(Stored data entries)
★ ★ ★ ★ ★ ★ ★
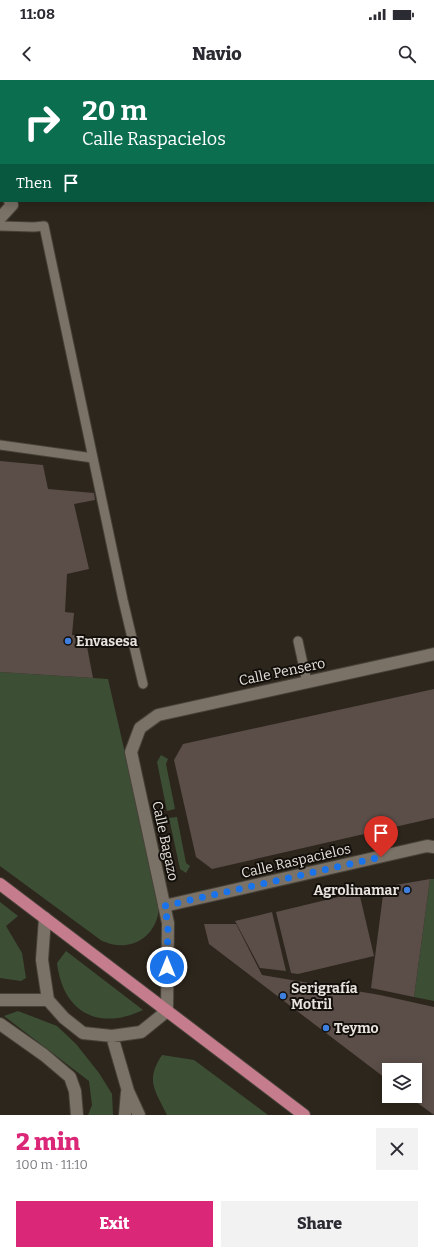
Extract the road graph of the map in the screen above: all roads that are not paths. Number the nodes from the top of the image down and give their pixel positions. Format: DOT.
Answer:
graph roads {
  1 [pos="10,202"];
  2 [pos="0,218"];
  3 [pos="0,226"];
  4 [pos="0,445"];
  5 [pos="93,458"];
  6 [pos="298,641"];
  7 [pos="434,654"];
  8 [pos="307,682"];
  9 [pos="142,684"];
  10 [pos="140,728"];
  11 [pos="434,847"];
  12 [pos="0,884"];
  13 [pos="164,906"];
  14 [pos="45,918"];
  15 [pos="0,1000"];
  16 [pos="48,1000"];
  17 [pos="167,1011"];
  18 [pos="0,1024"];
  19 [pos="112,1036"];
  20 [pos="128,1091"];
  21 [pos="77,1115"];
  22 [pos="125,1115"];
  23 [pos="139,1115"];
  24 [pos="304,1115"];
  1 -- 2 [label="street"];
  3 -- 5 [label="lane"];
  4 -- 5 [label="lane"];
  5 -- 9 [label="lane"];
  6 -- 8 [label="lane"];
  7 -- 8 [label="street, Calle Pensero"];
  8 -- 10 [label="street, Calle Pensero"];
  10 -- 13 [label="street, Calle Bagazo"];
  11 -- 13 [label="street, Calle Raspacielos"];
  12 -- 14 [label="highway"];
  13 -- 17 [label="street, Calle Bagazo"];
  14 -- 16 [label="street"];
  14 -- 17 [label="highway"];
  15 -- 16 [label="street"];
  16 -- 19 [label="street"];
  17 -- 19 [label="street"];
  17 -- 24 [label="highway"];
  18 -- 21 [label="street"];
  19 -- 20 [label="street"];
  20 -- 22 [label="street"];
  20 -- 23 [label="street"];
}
★ ★ ★ ★ ★ ★ ★
Work required:
Each line of the data above needs to be retyped as it is, without any picture.

Solution for this problem:
Extract the road graph of the map in the screen above: all roads that are not paths. Number the nodes from the top of the image down and give their pixel positions. Format: DOT.
Answer:
graph roads {
  1 [pos="10,202"];
  2 [pos="0,218"];
  3 [pos="0,226"];
  4 [pos="0,445"];
  5 [pos="93,458"];
  6 [pos="298,641"];
  7 [pos="434,654"];
  8 [pos="307,682"];
  9 [pos="142,684"];
  10 [pos="140,728"];
  11 [pos="434,847"];
  12 [pos="0,884"];
  13 [pos="164,906"];
  14 [pos="45,918"];
  15 [pos="0,1000"];
  16 [pos="48,1000"];
  17 [pos="167,1011"];
  18 [pos="0,1024"];
  19 [pos="112,1036"];
  20 [pos="128,1091"];
  21 [pos="77,1115"];
  22 [pos="125,1115"];
  23 [pos="139,1115"];
  24 [pos="304,1115"];
  1 -- 2 [label="street"];
  3 -- 5 [label="lane"];
  4 -- 5 [label="lane"];
  5 -- 9 [label="lane"];
  6 -- 8 [label="lane"];
  7 -- 8 [label="street, Calle Pensero"];
  8 -- 10 [label="street, Calle Pensero"];
  10 -- 13 [label="street, Calle Bagazo"];
  11 -- 13 [label="street, Calle Raspacielos"];
  12 -- 14 [label="highway"];
  13 -- 17 [label="street, Calle Bagazo"];
  14 -- 16 [label="street"];
  14 -- 17 [label="highway"];
  15 -- 16 [label="street"];
  16 -- 19 [label="street"];
  17 -- 19 [label="street"];
  17 -- 24 [label="highway"];
  18 -- 21 [label="street"];
  19 -- 20 [label="street"];
  20 -- 22 [label="street"];
  20 -- 23 [label="street"];
}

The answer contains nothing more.